*TO DO:* Quote only the lines from the top of the listing below down to and including the line with "ring pip: (1155, 853)".

━━━

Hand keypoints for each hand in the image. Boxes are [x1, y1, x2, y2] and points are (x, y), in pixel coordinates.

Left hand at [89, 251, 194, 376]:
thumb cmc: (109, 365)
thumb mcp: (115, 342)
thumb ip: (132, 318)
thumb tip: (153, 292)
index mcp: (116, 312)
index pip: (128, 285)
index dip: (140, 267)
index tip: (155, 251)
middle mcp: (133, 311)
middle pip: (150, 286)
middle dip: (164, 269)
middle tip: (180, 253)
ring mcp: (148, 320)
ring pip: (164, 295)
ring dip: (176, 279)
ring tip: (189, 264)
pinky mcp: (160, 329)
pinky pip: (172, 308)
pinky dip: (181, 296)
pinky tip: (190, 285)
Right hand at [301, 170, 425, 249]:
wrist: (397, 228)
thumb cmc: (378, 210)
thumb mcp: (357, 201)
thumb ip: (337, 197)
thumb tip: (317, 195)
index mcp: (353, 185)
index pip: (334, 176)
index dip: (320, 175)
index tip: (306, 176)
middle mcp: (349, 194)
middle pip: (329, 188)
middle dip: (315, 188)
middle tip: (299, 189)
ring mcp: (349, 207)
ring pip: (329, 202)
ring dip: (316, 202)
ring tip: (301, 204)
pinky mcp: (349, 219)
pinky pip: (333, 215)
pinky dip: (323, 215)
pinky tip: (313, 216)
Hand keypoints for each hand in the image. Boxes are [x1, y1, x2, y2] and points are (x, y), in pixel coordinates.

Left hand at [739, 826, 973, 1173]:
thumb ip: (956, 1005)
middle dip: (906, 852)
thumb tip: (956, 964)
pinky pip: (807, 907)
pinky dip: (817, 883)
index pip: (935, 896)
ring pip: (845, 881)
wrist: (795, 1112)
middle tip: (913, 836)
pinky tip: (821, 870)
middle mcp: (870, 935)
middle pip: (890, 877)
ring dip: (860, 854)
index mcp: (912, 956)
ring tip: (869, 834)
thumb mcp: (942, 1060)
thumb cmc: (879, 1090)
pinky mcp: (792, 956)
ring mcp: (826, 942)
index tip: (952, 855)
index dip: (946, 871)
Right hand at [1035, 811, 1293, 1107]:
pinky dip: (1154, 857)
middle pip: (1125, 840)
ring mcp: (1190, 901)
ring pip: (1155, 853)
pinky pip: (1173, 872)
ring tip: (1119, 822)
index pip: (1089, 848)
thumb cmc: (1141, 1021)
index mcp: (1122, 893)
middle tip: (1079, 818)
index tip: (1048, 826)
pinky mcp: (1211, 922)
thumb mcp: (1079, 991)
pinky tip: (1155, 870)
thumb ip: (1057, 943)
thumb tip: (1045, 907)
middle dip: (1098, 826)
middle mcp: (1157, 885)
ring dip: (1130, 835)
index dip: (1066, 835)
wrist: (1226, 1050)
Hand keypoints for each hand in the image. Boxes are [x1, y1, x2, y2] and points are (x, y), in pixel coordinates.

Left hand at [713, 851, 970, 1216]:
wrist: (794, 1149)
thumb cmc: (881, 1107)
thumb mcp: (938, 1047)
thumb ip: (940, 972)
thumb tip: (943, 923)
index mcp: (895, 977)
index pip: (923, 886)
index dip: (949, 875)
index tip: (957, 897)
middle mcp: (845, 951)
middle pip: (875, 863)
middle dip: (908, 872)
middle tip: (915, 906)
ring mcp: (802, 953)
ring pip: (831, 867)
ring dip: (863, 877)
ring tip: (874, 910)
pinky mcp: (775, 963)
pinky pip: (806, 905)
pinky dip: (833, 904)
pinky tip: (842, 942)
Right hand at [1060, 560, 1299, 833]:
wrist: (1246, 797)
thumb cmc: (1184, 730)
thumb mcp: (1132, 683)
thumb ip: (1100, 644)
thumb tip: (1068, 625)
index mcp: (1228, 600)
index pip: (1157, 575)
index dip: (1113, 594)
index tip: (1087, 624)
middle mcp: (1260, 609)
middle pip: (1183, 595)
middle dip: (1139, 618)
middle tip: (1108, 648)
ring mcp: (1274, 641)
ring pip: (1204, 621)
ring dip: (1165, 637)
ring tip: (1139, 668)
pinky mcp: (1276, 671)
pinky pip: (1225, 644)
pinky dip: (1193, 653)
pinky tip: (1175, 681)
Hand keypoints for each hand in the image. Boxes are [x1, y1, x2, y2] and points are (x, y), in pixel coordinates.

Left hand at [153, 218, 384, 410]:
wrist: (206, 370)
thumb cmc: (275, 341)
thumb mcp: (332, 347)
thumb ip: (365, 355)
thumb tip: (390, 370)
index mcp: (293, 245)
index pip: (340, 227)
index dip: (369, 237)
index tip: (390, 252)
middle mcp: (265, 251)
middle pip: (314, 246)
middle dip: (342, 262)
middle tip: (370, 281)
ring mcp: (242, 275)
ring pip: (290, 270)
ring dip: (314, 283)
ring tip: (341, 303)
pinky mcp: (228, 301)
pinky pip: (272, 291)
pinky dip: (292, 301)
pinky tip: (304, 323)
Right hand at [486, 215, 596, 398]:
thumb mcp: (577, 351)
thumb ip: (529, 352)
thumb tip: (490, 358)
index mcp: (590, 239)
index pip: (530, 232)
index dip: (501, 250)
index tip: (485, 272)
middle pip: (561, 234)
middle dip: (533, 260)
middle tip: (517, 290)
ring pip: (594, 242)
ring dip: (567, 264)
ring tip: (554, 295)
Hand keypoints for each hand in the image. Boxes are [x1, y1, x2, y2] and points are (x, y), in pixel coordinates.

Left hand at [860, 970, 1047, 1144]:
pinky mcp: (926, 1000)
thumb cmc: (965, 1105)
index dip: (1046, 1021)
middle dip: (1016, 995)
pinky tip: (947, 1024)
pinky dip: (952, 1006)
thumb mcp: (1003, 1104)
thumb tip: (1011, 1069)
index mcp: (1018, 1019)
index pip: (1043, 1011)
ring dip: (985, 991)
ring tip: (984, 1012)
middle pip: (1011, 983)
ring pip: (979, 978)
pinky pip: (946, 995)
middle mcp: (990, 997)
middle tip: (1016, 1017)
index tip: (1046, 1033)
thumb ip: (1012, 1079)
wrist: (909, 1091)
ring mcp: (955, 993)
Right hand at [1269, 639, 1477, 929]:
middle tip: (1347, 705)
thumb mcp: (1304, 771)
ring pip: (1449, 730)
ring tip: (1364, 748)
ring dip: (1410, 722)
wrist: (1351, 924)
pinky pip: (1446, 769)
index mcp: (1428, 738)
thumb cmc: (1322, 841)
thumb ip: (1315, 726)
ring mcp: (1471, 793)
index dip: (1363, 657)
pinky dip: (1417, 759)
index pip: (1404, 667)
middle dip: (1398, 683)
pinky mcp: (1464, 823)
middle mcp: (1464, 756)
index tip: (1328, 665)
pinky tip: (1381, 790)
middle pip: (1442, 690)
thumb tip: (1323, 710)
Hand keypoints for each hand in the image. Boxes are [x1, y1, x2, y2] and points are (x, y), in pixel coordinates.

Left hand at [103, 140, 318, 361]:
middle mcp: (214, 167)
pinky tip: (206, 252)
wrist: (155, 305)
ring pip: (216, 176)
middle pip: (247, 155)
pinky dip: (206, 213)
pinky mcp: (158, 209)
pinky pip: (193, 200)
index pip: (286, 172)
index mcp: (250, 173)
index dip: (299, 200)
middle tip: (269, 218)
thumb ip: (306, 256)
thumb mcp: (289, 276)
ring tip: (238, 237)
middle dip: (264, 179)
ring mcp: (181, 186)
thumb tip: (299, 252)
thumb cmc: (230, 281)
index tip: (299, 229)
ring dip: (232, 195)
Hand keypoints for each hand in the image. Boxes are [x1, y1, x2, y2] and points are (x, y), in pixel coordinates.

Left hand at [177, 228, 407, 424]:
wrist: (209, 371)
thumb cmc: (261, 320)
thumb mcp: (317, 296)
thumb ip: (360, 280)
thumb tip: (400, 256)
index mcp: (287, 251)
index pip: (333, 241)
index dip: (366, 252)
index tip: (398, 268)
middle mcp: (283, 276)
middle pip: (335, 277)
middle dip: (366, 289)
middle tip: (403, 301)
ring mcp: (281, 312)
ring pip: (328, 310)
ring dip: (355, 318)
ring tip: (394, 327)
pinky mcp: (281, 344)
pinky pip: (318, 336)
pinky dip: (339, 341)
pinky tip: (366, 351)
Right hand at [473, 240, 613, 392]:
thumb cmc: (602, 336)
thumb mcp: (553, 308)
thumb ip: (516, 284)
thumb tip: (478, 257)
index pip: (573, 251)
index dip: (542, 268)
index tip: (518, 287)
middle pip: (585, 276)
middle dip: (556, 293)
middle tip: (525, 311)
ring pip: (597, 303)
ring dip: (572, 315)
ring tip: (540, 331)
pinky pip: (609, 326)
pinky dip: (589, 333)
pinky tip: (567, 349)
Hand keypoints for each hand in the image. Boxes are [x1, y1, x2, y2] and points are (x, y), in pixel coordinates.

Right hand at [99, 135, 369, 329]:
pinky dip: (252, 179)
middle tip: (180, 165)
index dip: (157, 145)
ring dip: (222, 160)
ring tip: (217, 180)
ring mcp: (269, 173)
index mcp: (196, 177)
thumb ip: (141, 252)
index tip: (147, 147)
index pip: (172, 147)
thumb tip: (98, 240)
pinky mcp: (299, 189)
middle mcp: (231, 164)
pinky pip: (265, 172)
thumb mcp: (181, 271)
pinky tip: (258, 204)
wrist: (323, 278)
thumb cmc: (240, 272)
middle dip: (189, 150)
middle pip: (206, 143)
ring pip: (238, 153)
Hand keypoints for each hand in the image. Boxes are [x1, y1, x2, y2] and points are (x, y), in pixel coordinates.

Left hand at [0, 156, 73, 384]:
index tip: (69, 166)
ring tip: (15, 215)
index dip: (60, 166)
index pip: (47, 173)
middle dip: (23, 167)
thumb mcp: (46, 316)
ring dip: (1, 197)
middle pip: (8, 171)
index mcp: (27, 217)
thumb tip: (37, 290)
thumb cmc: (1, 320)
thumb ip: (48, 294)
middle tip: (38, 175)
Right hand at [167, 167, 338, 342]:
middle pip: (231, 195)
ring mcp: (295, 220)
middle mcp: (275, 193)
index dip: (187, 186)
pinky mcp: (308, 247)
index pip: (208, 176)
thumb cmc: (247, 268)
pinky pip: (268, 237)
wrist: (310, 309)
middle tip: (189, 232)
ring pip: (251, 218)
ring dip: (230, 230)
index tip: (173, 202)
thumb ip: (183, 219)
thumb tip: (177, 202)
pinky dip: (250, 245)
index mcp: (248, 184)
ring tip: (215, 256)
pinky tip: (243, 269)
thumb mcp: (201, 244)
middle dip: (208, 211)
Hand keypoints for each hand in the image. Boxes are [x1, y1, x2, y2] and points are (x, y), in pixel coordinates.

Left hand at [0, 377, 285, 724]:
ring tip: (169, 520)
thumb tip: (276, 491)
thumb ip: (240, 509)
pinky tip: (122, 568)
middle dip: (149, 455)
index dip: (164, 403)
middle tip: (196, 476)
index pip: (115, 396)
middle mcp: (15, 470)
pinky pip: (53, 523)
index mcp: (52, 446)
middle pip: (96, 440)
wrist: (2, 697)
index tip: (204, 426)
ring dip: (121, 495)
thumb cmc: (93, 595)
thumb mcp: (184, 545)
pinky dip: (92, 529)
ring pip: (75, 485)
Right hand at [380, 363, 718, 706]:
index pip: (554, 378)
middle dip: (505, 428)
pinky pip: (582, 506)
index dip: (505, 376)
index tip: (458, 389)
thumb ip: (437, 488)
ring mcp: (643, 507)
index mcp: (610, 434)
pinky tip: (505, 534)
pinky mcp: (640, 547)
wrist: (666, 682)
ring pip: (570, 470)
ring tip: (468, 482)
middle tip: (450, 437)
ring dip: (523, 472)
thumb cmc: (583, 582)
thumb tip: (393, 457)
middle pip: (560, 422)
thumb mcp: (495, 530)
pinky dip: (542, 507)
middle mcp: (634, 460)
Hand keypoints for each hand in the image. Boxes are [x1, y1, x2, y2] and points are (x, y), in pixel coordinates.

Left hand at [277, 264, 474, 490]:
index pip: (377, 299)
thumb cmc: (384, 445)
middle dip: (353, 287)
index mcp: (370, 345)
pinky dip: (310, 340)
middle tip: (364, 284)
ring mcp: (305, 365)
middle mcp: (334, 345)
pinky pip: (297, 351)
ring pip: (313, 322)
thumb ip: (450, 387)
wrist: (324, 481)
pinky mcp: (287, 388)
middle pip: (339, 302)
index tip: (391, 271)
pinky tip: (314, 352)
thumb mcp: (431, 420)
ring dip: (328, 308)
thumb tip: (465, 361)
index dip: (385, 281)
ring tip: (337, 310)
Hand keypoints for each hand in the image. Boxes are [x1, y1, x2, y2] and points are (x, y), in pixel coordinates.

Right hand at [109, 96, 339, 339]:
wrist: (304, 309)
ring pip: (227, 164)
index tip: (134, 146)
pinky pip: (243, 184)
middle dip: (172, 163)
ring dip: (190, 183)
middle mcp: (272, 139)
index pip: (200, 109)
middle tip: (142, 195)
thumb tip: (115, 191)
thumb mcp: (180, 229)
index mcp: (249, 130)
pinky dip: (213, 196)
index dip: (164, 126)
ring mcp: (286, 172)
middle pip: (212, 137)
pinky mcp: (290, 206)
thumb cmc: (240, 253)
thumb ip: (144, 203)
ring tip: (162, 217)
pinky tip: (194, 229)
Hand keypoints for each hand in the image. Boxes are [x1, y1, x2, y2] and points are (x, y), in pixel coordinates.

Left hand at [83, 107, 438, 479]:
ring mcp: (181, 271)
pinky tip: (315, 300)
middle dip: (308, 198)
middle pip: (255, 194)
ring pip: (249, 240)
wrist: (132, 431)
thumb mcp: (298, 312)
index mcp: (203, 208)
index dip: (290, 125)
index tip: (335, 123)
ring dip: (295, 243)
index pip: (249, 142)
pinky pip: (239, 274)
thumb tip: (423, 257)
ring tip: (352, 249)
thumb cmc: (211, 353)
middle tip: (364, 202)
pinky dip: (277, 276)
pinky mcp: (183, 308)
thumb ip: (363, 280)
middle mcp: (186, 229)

━━━

*EXPECTED ANSWER:*
Hand keypoints for each hand in the image. Boxes are [x1, y1, x2, y2] and points are (x, y), in pixel coordinates.

Left hand at [89, 251, 194, 376]:
thumb cmc: (109, 365)
thumb mcp: (115, 342)
thumb ip: (132, 318)
thumb tip: (153, 292)
index mcp: (116, 312)
index pip: (128, 285)
index dip: (140, 267)
index tip: (155, 251)
middle mcp: (133, 311)
middle pip: (150, 286)
middle dip: (164, 269)
middle tip: (180, 253)
ring mcp: (148, 320)
ring pip: (164, 295)
ring dip: (176, 279)
ring tip: (189, 264)
pinky mcp: (160, 329)
pinky pip: (172, 308)
pinky dip: (181, 296)
pinky tip: (190, 285)
Right hand at [301, 170, 425, 249]:
wrist: (397, 228)
thumb cmc: (378, 210)
thumb mcp: (357, 201)
thumb ip: (337, 197)
thumb tip: (317, 195)
index mcp: (353, 185)
index pip: (334, 176)
index dip: (320, 175)
index tip: (306, 176)
middle mcp: (349, 194)
middle pip: (329, 188)
middle dip: (315, 188)
middle tip: (299, 189)
ring mcp: (349, 207)
ring pip: (329, 202)
ring dip: (316, 202)
ring tip: (301, 204)
pinky mcp: (349, 219)
pinky pip: (333, 215)
pinky dip: (323, 215)
pinky tip: (313, 216)
Hand keypoints for each hand in the image. Boxes are [x1, y1, x2, y2] and points are (x, y), in pixel coordinates.

Left hand at [739, 826, 973, 1173]:
thumb ip: (956, 1005)
middle dip: (906, 852)
thumb tip: (956, 964)
pinky pip: (807, 907)
pinky dip: (817, 883)
index pip: (935, 896)
ring pip: (845, 881)
wrist: (795, 1112)
middle tip: (913, 836)
pinky tip: (821, 870)
middle mcp: (870, 935)
middle pip: (890, 877)
ring dip: (860, 854)
index mcp: (912, 956)
ring tip: (869, 834)
thumb mcp: (942, 1060)
thumb cmc: (879, 1090)
pinky mcp: (792, 956)
ring mcp: (826, 942)
index tip: (952, 855)
index dip: (946, 871)
Right hand at [1035, 811, 1293, 1107]:
pinky dip: (1154, 857)
middle pip: (1125, 840)
ring mcp: (1190, 901)
ring pip: (1155, 853)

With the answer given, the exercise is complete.